I've blogged on a number
of previous occasions
about the scope of discovery in ERISA benefit denial cases, especially in light of Met Life v. Glenn
, 128 S.Ct. 2342 (2008). Another aspect of the discussion about the availability of discovery, at least in the Tenth Circuit, are these four factors identified in Weber
and other Tenth Circuit precedent. The first three factors seem to clearly contemplate the need for either the willingness of an insurer to provide information relating to these issues in the mandatory pre-litigation appeal process or discovery once in litigation. Does a claimant need to request information relating to these factors before llitigation begins? If not, can a claimant request that information for the first time in litigation?

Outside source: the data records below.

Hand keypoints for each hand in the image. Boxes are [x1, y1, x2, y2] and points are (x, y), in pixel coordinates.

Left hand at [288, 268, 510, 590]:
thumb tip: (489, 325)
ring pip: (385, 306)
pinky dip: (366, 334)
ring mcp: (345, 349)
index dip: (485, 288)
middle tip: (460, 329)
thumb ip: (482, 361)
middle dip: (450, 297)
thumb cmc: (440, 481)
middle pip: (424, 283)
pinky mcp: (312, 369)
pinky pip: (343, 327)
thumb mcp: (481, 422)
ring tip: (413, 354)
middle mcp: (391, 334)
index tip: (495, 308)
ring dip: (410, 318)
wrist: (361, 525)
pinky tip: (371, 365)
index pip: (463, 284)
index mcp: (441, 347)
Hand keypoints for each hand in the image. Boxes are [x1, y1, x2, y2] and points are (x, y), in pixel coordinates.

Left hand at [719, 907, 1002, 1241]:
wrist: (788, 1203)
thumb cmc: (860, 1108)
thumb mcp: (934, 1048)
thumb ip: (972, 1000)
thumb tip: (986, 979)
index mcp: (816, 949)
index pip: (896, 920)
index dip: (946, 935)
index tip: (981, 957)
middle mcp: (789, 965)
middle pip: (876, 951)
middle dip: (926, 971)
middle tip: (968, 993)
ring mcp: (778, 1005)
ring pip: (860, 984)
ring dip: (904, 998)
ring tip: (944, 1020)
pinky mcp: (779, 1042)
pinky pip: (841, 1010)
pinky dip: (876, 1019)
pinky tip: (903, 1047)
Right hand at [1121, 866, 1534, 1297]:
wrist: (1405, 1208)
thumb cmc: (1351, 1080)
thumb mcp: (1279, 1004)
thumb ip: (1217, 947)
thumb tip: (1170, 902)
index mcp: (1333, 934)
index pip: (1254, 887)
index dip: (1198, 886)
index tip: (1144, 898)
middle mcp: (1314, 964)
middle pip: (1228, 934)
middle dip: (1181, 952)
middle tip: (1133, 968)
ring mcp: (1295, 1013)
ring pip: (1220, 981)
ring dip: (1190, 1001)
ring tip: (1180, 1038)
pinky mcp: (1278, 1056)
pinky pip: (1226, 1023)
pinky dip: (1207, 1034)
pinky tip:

It seems quite evident that if a claimant does request that information in the pre-litigation appeal process and is stonewalled (which is likely to occur), the claimant can conduct discovery on those issues in litigation. Otherwise, how could a court competently consider the identified factors? In light of the fiduciary duty obligations outlined in ERISA that apply to insurers who both administer and pay claims, a good argument can be made that the insurer has an obligation as part of its claims procedure obligations to provide information relating to these factors in its claims file regardless of whether the claimant specifically asks about these factors or not. At least, a fiduciary in the Tenth Circuit would be well advised to follow that practice.